Hanna's Daughters, by Marianne Fredriksson

(Swedish titel: Anna. Hanna och Johanna) This is a history of three women, grandmother, mother and daughter, moving from 1870 - when Hanna is conceived - to the late 1980s, when Anna comes to terms with ageing and death. Hanna is Johanna's mother, Anna is Johanna's daughter. At the center is Hanna. Born in 1871, grandmother Hanna Broman is a woman of "sense and continuity," Hanna's Daughters, by Marianne Fredriksson but her life is blighted when she is raped and impregnated by a cousin at the age of 12. She is stigmatized as 'whore', and her son as 'bastard'. Then, marriage to miller John Broman restores her honor and produces three additional children.

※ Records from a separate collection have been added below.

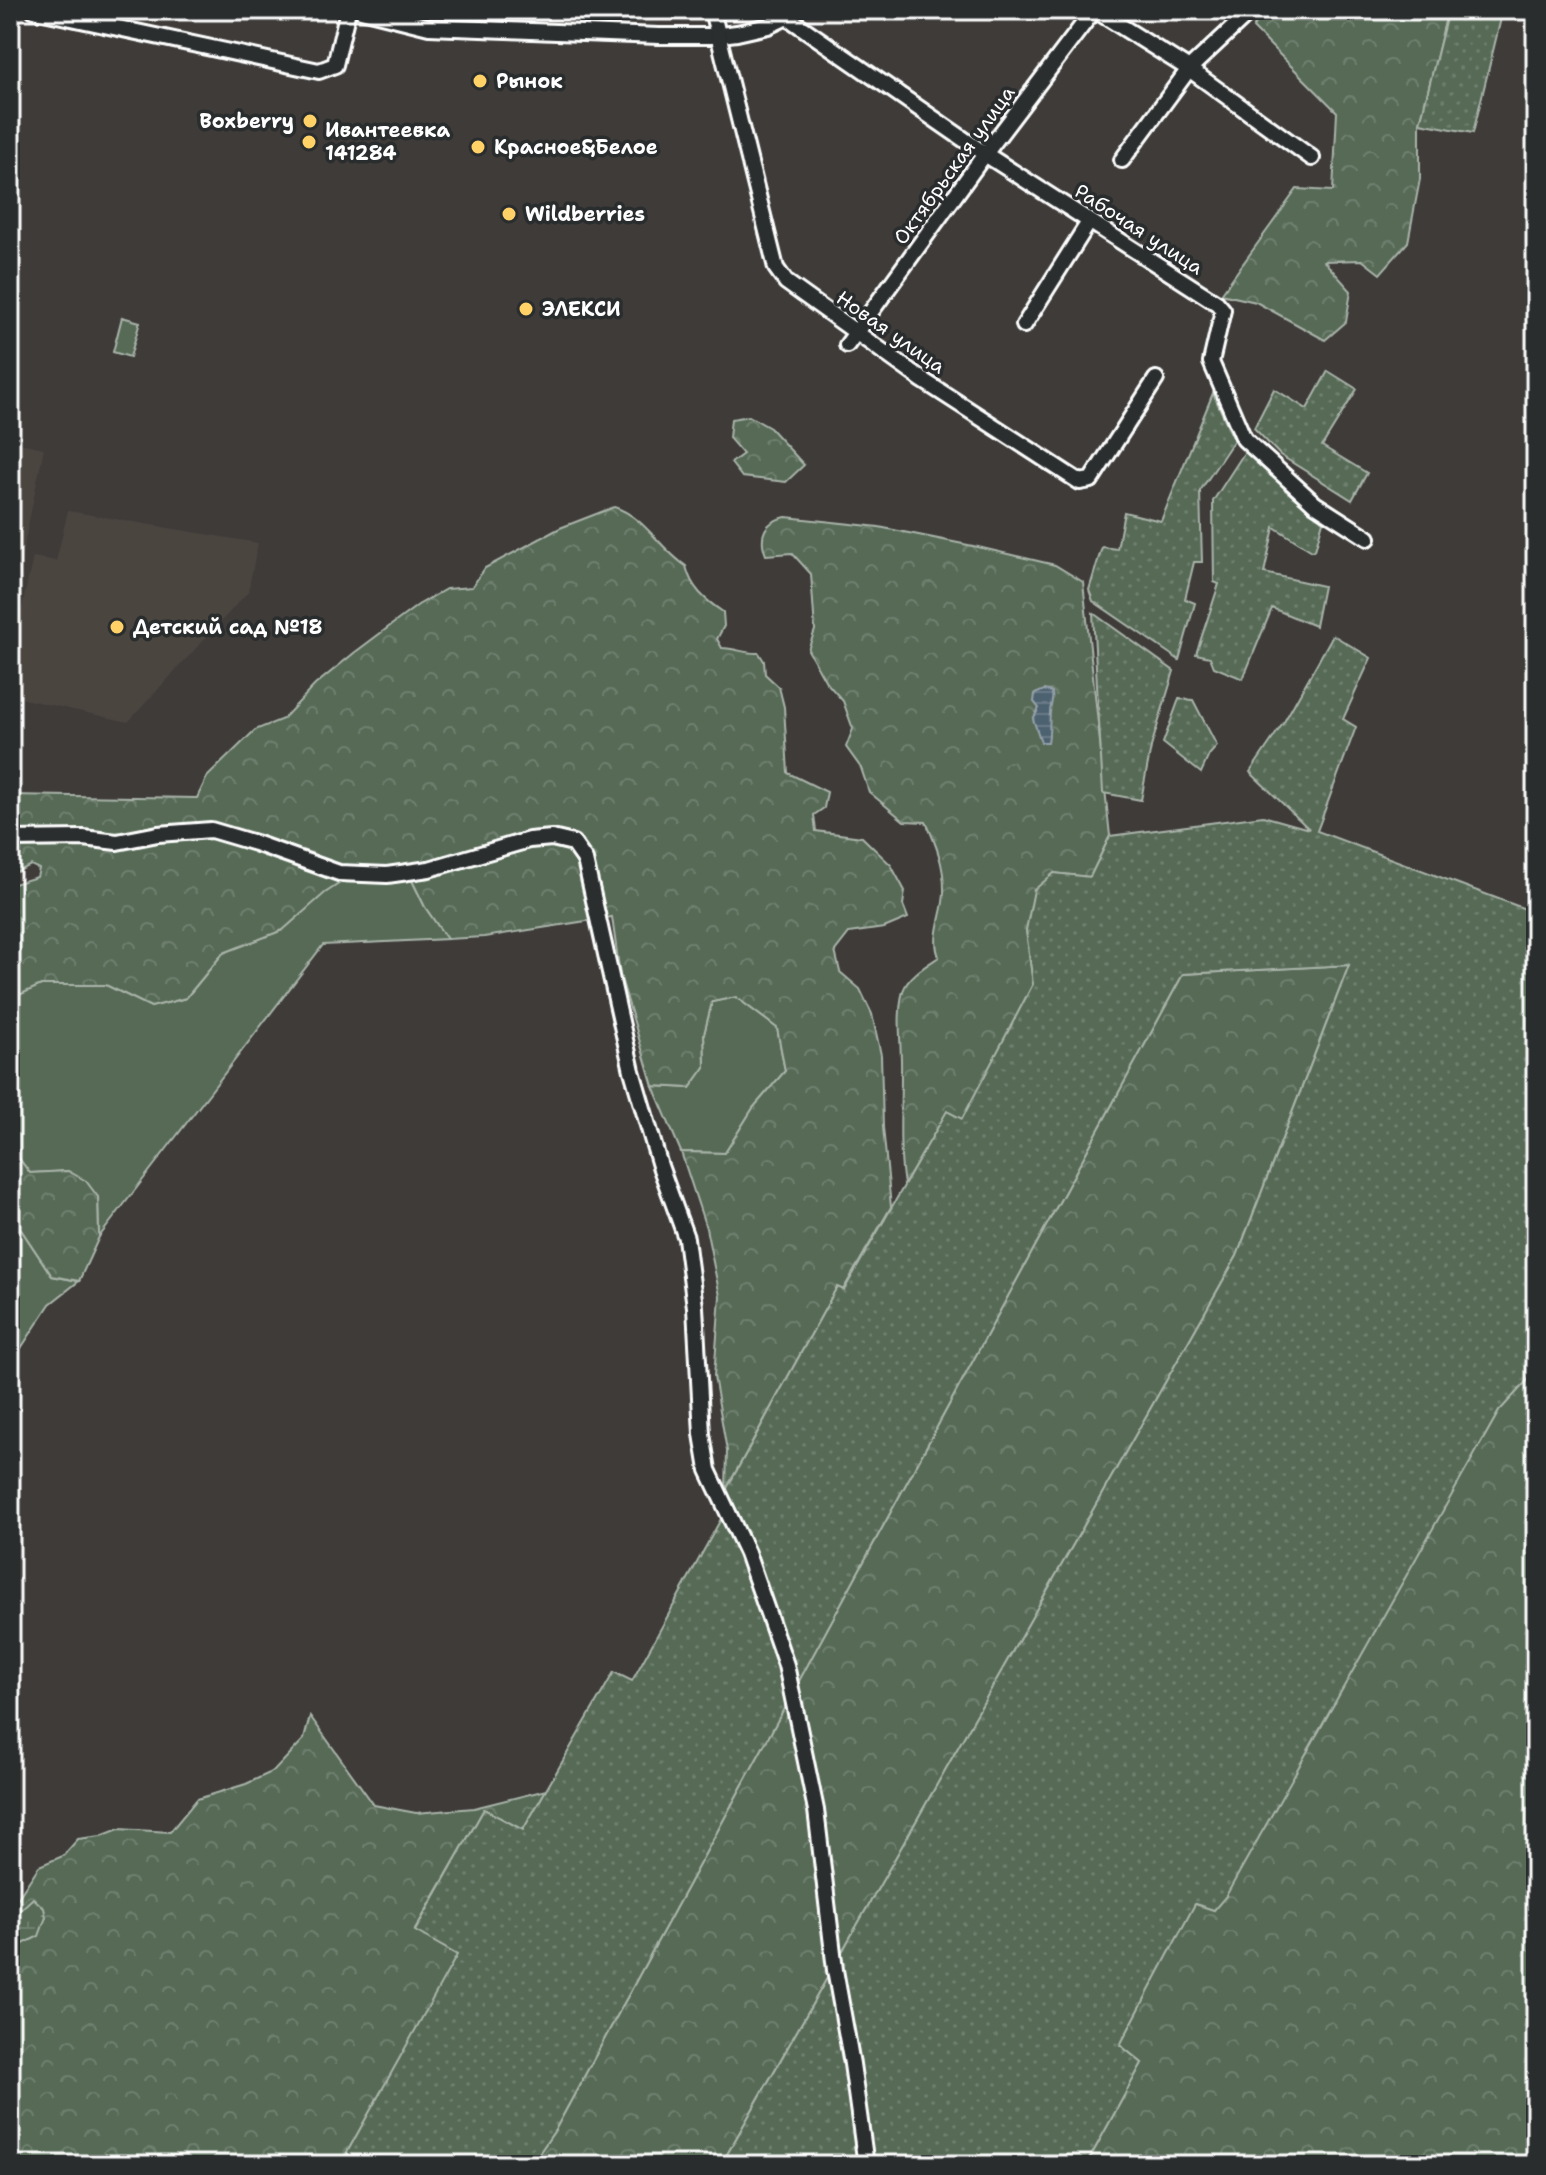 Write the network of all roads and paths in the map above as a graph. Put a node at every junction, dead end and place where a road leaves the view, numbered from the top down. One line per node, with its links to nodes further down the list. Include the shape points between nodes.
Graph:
1 (34, 10): 2 (street, via 319,71 335,65)
2 (348, 10)
3 (361, 10): 8 (street, via 449,29)
4 (712, 10): 8 (street, Новая улица)
5 (1095, 10): 9 (street); 10 (street, Октябрьская улица)
6 (1252, 10): 9 (street)
7 (790, 14): 8 (street, via 768,26); 10 (street, Рабочая улица)
8 (718, 35): 15 (street, Новая улица, via 776,268)
9 (1189, 69): 11 (street); 12 (street)
10 (985, 154): 13 (street, Рабочая улица); 15 (street, Октябрьская улица)
11 (1312, 158)
12 (1122, 160)
13 (1089, 222): 14 (street); 17 (street, Рабочая улица, via 1217,303 1223,310 1222,322 1211,362 1244,439 1315,504)
14 (1024, 325)
15 (852, 340): 16 (street, Новая улица, via 1080,482 1091,480)
16 (1156, 379)
17 (1368, 538)
18 (10, 839): 19 (street, via 117,842 211,830 339,873 387,875 552,838 573,843 585,860 632,1071 686,1238 708,1470 747,1553 786,1665 816,1810)
19 (866, 2165)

Hanna survive to a great age, and her personality, forged in a hard school of life determines to a considerable extent the emotional careers of the descendants.

All three of these women are remarkable and fascinating. It is interesting to note how the grandmother's lifestyle differed from the grandaughter's although they still share a common thread. Constant and common themes in their lifes are love and loss, becoming strong though sacrifices, yielding to men and the hardships of running a household. Johanna, Hanna's daughter and an atheist-socialist, is contemptuous of her mother, whose life has been so deprived that she must learn about mirrors, indoor plumbing and electricity. And Johanna's daughter, Anna, who is a writer living in the concrete suburbs, hungering to understand her antecedents. Ultimately, Anna acknowledges that she cannot find "a way home" in her research about her family; instead, she discovers that everything about them is "full of contradictions."

In Hanna's Daughters, Marianne Fredriksson surveys the three women's lives from the perspective of Anna, who in an effort to understand her mother, gathers letters, diaries, and journals to read about her mother and grandmother's life. The life of the three women revolves around mother-daughter relationships and the path our lives take as a result of the decisions we make. And in telling the story, Anna also tells a social history of Sweden as well, of how it, during this period, progressed from being one of Europe's poorer nations, to its mid-century position of one of the continent's richest.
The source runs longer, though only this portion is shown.